MA RENZI È FINI(TO)?

Attualità

Milano 10 Marzo – Premettiamo che nella famosa conferenza stampa postelettorale, Matteo Renzi è parso per la prima volta sincero e ha confessato – a mo’ di parabola – l’inconfessabile: Sergio Mattarella lo ha buggerato allorquando non gli ha consentito di andare a votare a ridosso del referendum. Il colpo inferto è stato mortale.

Poi il Governo Gentiloni, le scissioni, gli scandali, la sua antipatia e gli avvelenatori di pozzi hanno fatto il resto relegando il Partito Democratico a percentuali innaturali. La macchina si è messa in moto per espellere il corpo estraneo e ci è riuscita rendendo le elezioni un referendum contro Renzi. E aveva ragione anche quando – sempre nella medesima conferenza stampa e a mo’ di messaggio subliminale – ha voluto mettere in guardia contro gli inciuci pretendendo di portare il Pd all’opposizione e di vigilare che ci rimanesse fino alla formazione del nuovo Governo. Aveva ragione perché “Radio Serva” parla di trattative in fase avanzata tra Democratici e pentastellati volte a permettere la nascita di un Governo a guida grillina e per giunta pare con la benedizione di Mattarella. Il capo dello Stato vorrebbe non tenere conto del 37 per cento raccolto dal centrodestra e sostenere la tesi secondo cui è opportuno che il primo partito venuto fuori dalle urne si assuma la responsabilità di guidare il Paese. Il tutto dopo aver fatto fare la prima mossa al centrodestra lasciando che il tentativo vada a vuoto frustrando ogni possibilità di rivendicazioni future.

Detto questo, non possiamo non ammettere che Matteo Renzi ha seguito la parabola di Gianfranco Fini andando incontro al destino che normalmente viene riservato a chi spera di fare fortuna sfasciando tutto. Dalle macerie non viene fuori mai nulla di buono. Renzi, a differenza di Fini, ha avuto almeno la dignità di dimettersi ma non è escluso che dietro l’angolo non ci sia anche per lui la voglia matta di strappare con il suo ex partito e fare una sorta di “Futuro e Libertà” in salsa democratica.

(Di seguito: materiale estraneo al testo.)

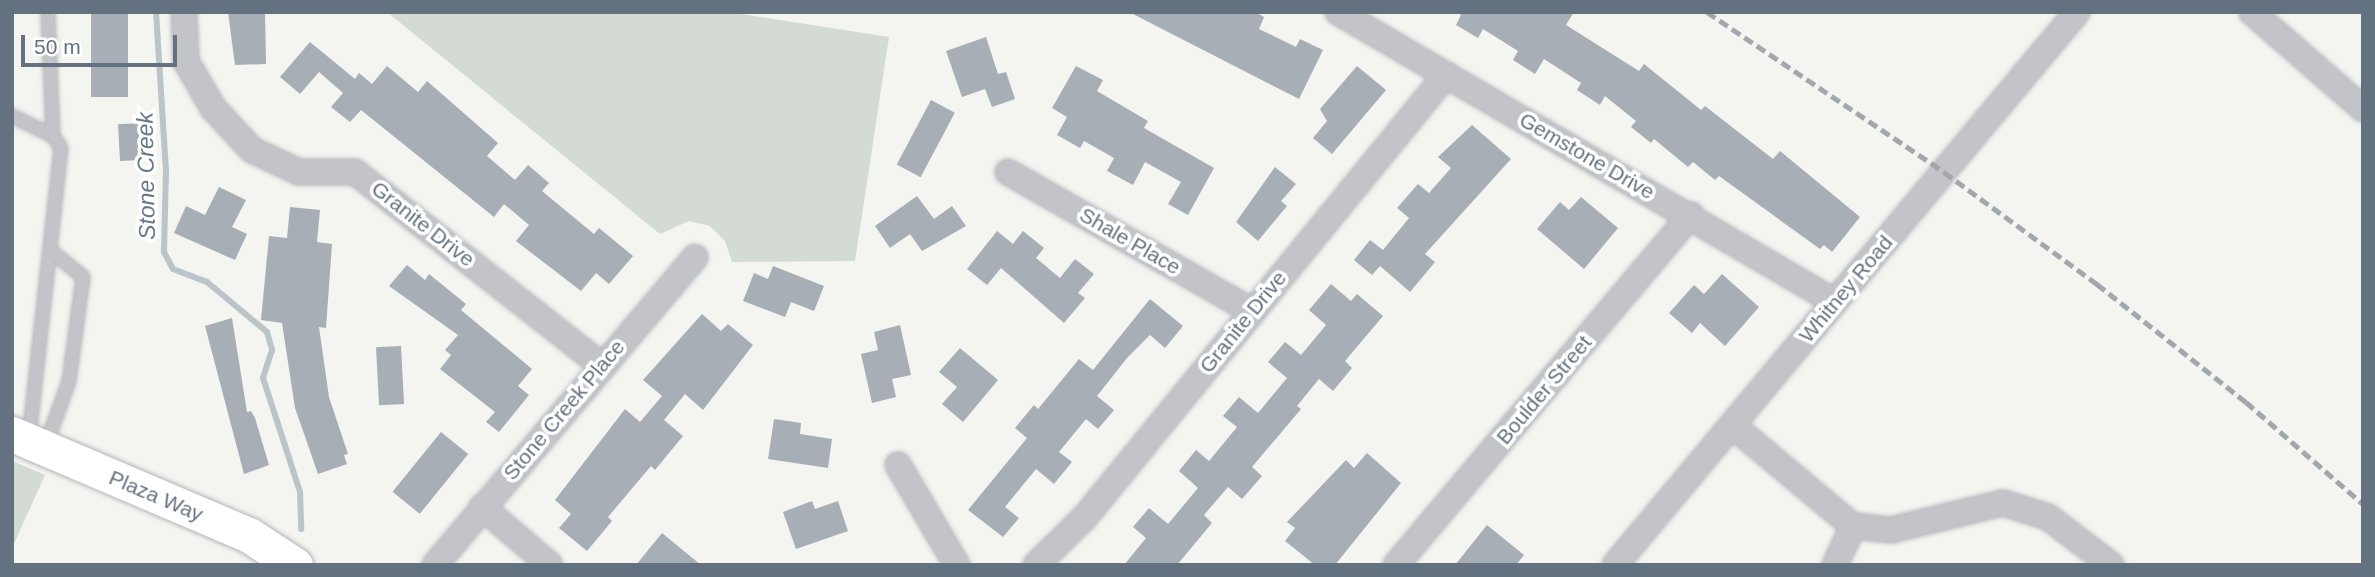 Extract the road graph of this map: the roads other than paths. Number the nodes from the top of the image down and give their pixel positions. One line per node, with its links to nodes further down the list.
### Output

Adesso il senatore fiorentino alza anche lui a suo modo il ditino come per dire: “che fate, mi cacciate?” immemore, come il suo autorevole predecessore, del fatto che le strategie divisive ti permettono, giocando d’azzardo, di vincere singole battaglie ma non di conquistare autorevolezza e vincere la guerra. Anche per lui, come per Fini, i guai sono stati in parte originati da una lei da difendere e accontentare (i motivi in questo caso non sono sentimentali ma è un dettaglio) e da una furia rottamatrice a tal punto cieca da non consentirgli di capire che in politica i tempi e i modi per operare gli avvicendamenti non sono formali ma sostanziali. Se non rispetti la liturgia – e lavori di furbizia o di machete – prima o poi la paghi con gli interessi perché tu sarai anche scaltro, ma gli altri non sono dei parvenu e se li sottovaluti ti fai male.

Entrambi non hanno coltivato rapporti dentro ai rispettivi partiti ma hanno preteso di avere intorno yesmen da avvicendare nel caso costoro smettessero di applaudire e azzardassero un “sì però”; cosa molto grave per chi aspira a fare il leader avendo intorno una massa acritica di servi sciocchi incapaci di consigliare e avvezzi al tradimento. Per Renzi oggi, come per Fini allora, l’arroganza non ha pagato attirando per giunta un risentimento politico e personale che forse travalica anche gli effettivi demeriti degli individui in questione. Buon viaggio Matteo. Vito Massimano (L’Opinione)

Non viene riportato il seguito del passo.